- [WORK REQUEST]:
Could you show each line of the records that contains the word "Černokostelecká"?

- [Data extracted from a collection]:
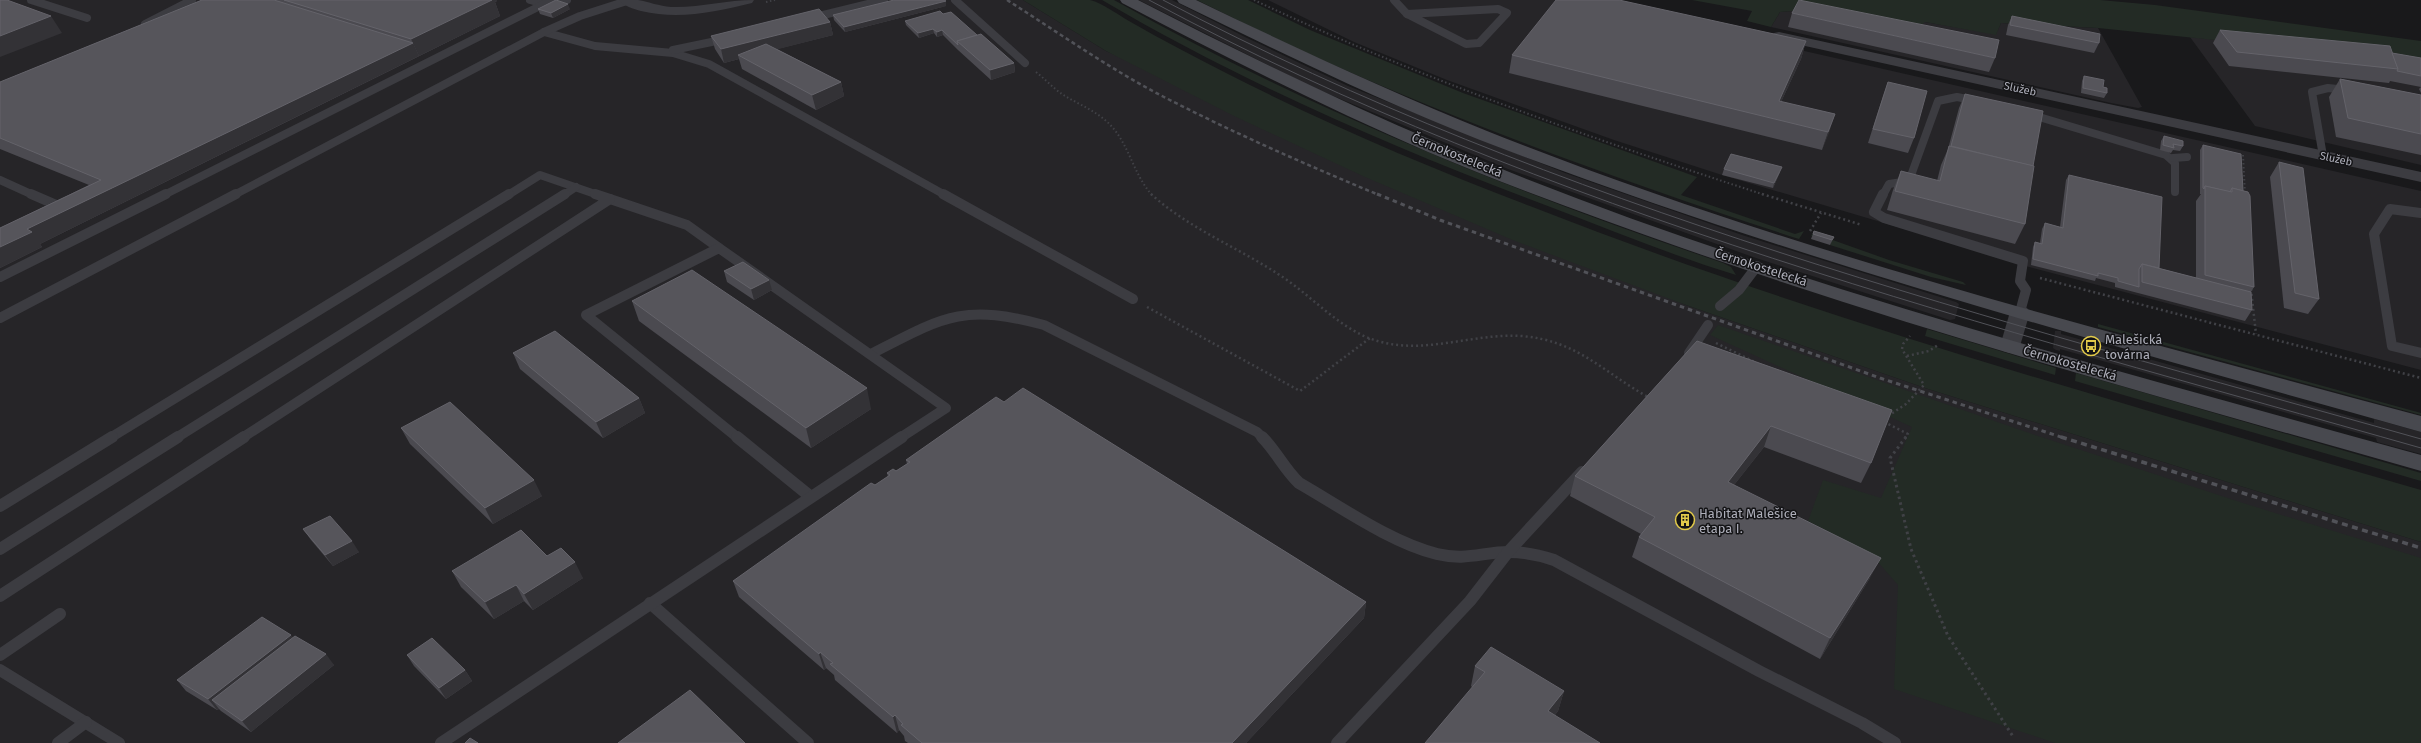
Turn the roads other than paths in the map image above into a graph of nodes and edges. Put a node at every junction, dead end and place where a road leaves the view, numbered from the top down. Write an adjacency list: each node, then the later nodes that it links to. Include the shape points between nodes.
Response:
1 (31, 0): 14 (lane)
2 (192, 0): 16 (lane)
3 (531, 0): 12 (lane)
4 (567, 0): 12 (lane)
5 (626, 0): 6 (street, via 652,8 683,11 715,8); 17 (lane)
6 (747, 0)
7 (884, 0): 15 (lane)
8 (956, 0): 21 (lane)
9 (1127, 0): 36 (main road, Černokostelecká, via 1250,65 1396,131 1560,196)
10 (1184, 0): 40 (main road, via 1285,50 1364,85 1568,167 1780,240)
11 (1394, 0): 13 (lane)
12 (544, 4): 37 (lane)
13 (1407, 14): 13 (lane, via 1466,44 1479,43 1507,13 1498,9)
14 (87, 18)
15 (800, 21)
16 (139, 26)
17 (544, 32): 20 (lane, via 587,45 613,49); 41 (lane)
18 (1765, 33): 25 (street, Služeb)
19 (738, 36): 20 (lane)
20 (667, 51): 38 (lane, via 709,64)
21 (1025, 62)
22 (2353, 91): 25 (lane, via 2328,88 2312,92)
23 (1987, 103): 40 (lane, via 1958,97 1938,101 1909,181 1889,184 1874,212 1884,218 2024,261 2020,281 2026,290)
24 (2021, 112): 27 (lane)
25 (2323, 156): 28 (street, Služeb)
26 (2187, 157): 27 (lane)
27 (2173, 158): 31 (lane)
28 (2421, 177)
29 (0, 180): 33 (lane, via 61,207)
30 (576, 187): 32 (lane); 51 (lane, via 540,175); 52 (lane)
31 (2175, 192)
32 (610, 199): 35 (lane, via 687,225); 54 (lane)
33 (48, 213)
34 (2421, 213): 44 (lane, via 2390,209 2374,234 2392,346)
35 (719, 248): 45 (lane); 50 (lane, via 586,315)
36 (1757, 266): 39 (lane, via 1740,290); 43 (main road, Černokostelecká)
37 (0, 277)
38 (1133, 299)
39 (1720, 306)
40 (2020, 312): 43 (street); 47 (main road)
41 (0, 318)
42 (1708, 325): 46 (lane)
43 (2010, 346): 49 (main road, Černokostelecká)
44 (2421, 353)
45 (871, 354): 50 (lane, via 946,408); 53 (lane, via 940,320 975,313 1044,325 1257,432 1276,451 1286,470 1299,483 1400,540 1437,554 1469,558)
46 (1680, 364)
47 (2421, 424)
48 (1592, 461): 53 (lane)
49 (2421, 463)
50 (810, 497): 55 (lane)
51 (0, 506)
52 (0, 549)
53 (1508, 552): 64 (lane, via 1470,601); 65 (lane, via 1533,553 1554,560 1759,671 1862,723)
54 (0, 596)
55 (650, 603): 62 (lane); 63 (lane)
56 (60, 614): 57 (lane)
57 (0, 656)
58 (0, 670): 59 (lane)
59 (86, 722): 60 (lane); 61 (lane)
60 (58, 743)
61 (119, 743)
62 (441, 743)
63 (808, 743)
64 (1337, 743)
65 (1894, 743)

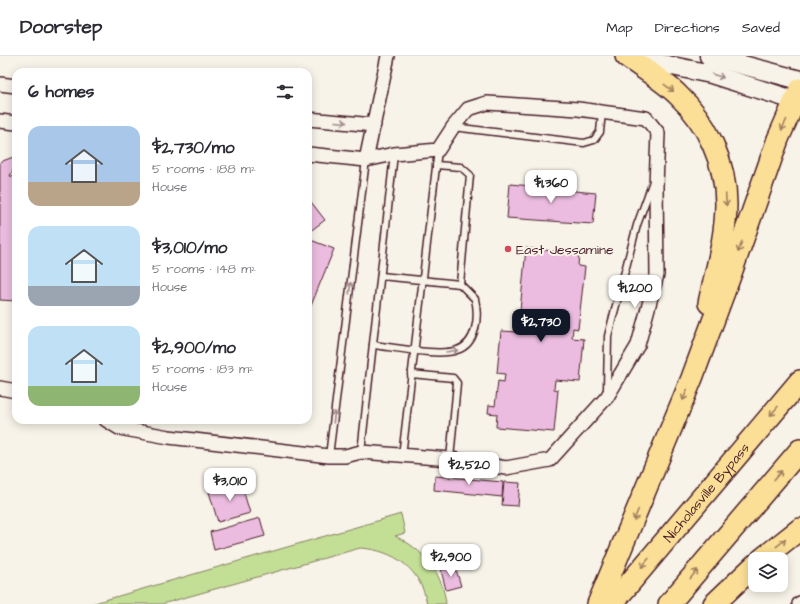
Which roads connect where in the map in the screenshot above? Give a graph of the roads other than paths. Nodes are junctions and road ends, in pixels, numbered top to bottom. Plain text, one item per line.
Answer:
1 (388, 56) edge
2 (626, 56) edge
3 (709, 56) edge
4 (800, 80) edge
5 (0, 84) edge
6 (12, 86) edge
7 (798, 97) edge
8 (602, 112) junction
9 (312, 119) edge
10 (0, 121) edge
11 (12, 122) edge
12 (374, 125) junction
13 (452, 127) junction
14 (438, 150) junction
15 (312, 154) edge
16 (394, 154) junction
17 (366, 160) junction
18 (436, 165) junction
19 (656, 173) junction
20 (381, 276) junction
21 (422, 280) junction
22 (460, 284) junction
23 (373, 345) junction
24 (414, 350) junction
25 (694, 373) junction
26 (411, 374) junction
27 (800, 381) edge
28 (0, 388) edge
29 (12, 390) edge
30 (607, 397) junction
31 (112, 424) edge
32 (800, 450) edge
33 (361, 452) junction
34 (329, 456) junction
35 (402, 456) junction
36 (450, 459) junction
37 (800, 529) edge
38 (771, 552) edge
39 (748, 572) edge
40 (598, 604) edge
41 (612, 604) edge
42 (669, 604) edge
43 (714, 604) edge

1 - 12 street
2 -> 7 main road
2 -> 25 highway
3 - 4 main road
5 - 6 street
7 -> 25 highway
8 - 13 street
8 - 13 lane
8 - 19 street
9 -> 12 street
10 - 11 street
12 - 17 street
13 - 14 street
14 - 16 street
14 - 18 lane
15 - 17 street
16 - 17 street
16 - 20 lane
34 -> 17 lane
18 - 21 lane
18 - 22 lane
19 - 30 lane
19 - 30 street
20 - 21 lane
20 - 23 lane
21 - 22 lane
21 - 24 lane
24 -> 22 lane
23 - 24 lane
23 - 33 lane
24 - 26 lane
25 -> 40 highway
26 - 35 lane
26 - 36 lane
27 -> 41 highway, Nicholasville Bypass
28 - 29 street
30 - 36 street
31 - 34 street
42 -> 32 highway
33 - 34 street
33 - 35 street
35 - 36 street
38 -> 37 highway
39 - 43 highway

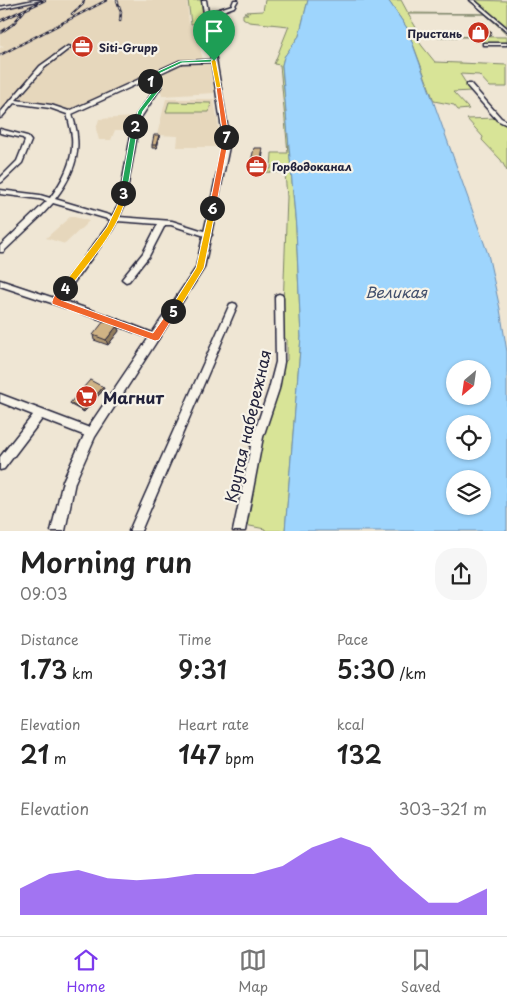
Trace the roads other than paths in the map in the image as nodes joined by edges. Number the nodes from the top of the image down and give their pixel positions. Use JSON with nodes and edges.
{"nodes":[{"id":1,"x":38,"y":0,"type":"edge"},
{"id":2,"x":204,"y":0,"type":"edge"},
{"id":3,"x":236,"y":0,"type":"edge"},
{"id":4,"x":472,"y":0,"type":"edge"},
{"id":5,"x":0,"y":8,"type":"edge"},
{"id":6,"x":206,"y":14,"type":"junction"},
{"id":7,"x":499,"y":19,"type":"dead end"},
{"id":8,"x":505,"y":21,"type":"dead end"},
{"id":9,"x":506,"y":29,"type":"edge"},
{"id":10,"x":484,"y":44,"type":"dead end"},
{"id":11,"x":507,"y":44,"type":"edge"},
{"id":12,"x":69,"y":47,"type":"dead end"},
{"id":13,"x":214,"y":61,"type":"junction"},
{"id":14,"x":144,"y":79,"type":"junction"},
{"id":15,"x":469,"y":85,"type":"dead end"},
{"id":16,"x":14,"y":101,"type":"junction"},
{"id":17,"x":69,"y":113,"type":"junction"},
{"id":18,"x":0,"y":116,"type":"edge"},
{"id":19,"x":507,"y":123,"type":"edge"},
{"id":20,"x":0,"y":131,"type":"edge"},
{"id":21,"x":0,"y":181,"type":"edge"},
{"id":22,"x":0,"y":192,"type":"edge"},
{"id":23,"x":51,"y":201,"type":"junction"},
{"id":24,"x":114,"y":219,"type":"junction"},
{"id":25,"x":163,"y":222,"type":"junction"},
{"id":26,"x":208,"y":235,"type":"junction"},
{"id":27,"x":0,"y":250,"type":"edge"},
{"id":28,"x":126,"y":279,"type":"dead end"},
{"id":29,"x":0,"y":283,"type":"edge"},
{"id":30,"x":279,"y":297,"type":"dead end"},
{"id":31,"x":55,"y":302,"type":"junction"},
{"id":32,"x":233,"y":306,"type":"dead end"},
{"id":33,"x":155,"y":337,"type":"junction"},
{"id":34,"x":0,"y":398,"type":"edge"},
{"id":35,"x":40,"y":412,"type":"junction"},
{"id":36,"x":91,"y":433,"type":"junction"},
{"id":37,"x":0,"y":465,"type":"edge"},
{"id":38,"x":58,"y":531,"type":"edge"},
{"id":39,"x":135,"y":531,"type":"edge"},
{"id":40,"x":239,"y":531,"type":"edge"}],
"edges":[{"from":1,"to":5,"type":"street"},
{"from":2,"to":6,"type":"main road"},
{"from":3,"to":6,"type":"street"},
{"from":4,"to":9,"type":"street"},
{"from":6,"to":13,"type":"main road"},
{"from":7,"to":8,"type":"street"},
{"from":10,"to":11,"type":"street"},
{"from":12,"to":16,"type":"street"},
{"from":13,"to":14,"type":"street"},
{"from":13,"to":26,"type":"main road"},
{"from":14,"to":17,"type":"street"},
{"from":14,"to":24,"type":"street"},
{"from":15,"to":19,"type":"street"},
{"from":16,"to":17,"type":"street"},
{"from":16,"to":18,"type":"street"},
{"from":17,"to":23,"type":"street"},
{"from":20,"to":21,"type":"street"},
{"from":22,"to":23,"type":"street"},
{"from":23,"to":24,"type":"street"},
{"from":23,"to":27,"type":"street"},
{"from":24,"to":25,"type":"street"},
{"from":24,"to":31,"type":"street"},
{"from":25,"to":26,"type":"street"},
{"from":25,"to":28,"type":"street"},
{"from":26,"to":33,"type":"main road"},
{"from":29,"to":31,"type":"street"},
{"from":30,"to":40,"type":"street","name":"Крутая набережная"},
{"from":31,"to":33,"type":"street"},
{"from":32,"to":39,"type":"street"},
{"from":33,"to":36,"type":"main road"},
{"from":34,"to":35,"type":"street"},
{"from":35,"to":36,"type":"street"},
{"from":35,"to":37,"type":"street"},
{"from":36,"to":38,"type":"main road"}]}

- [SOLUTION TO THIS TASK]:
9 (1127, 0): 36 (main road, Černokostelecká, via 1250,65 1396,131 1560,196)
36 (1757, 266): 39 (lane, via 1740,290); 43 (main road, Černokostelecká)
43 (2010, 346): 49 (main road, Černokostelecká)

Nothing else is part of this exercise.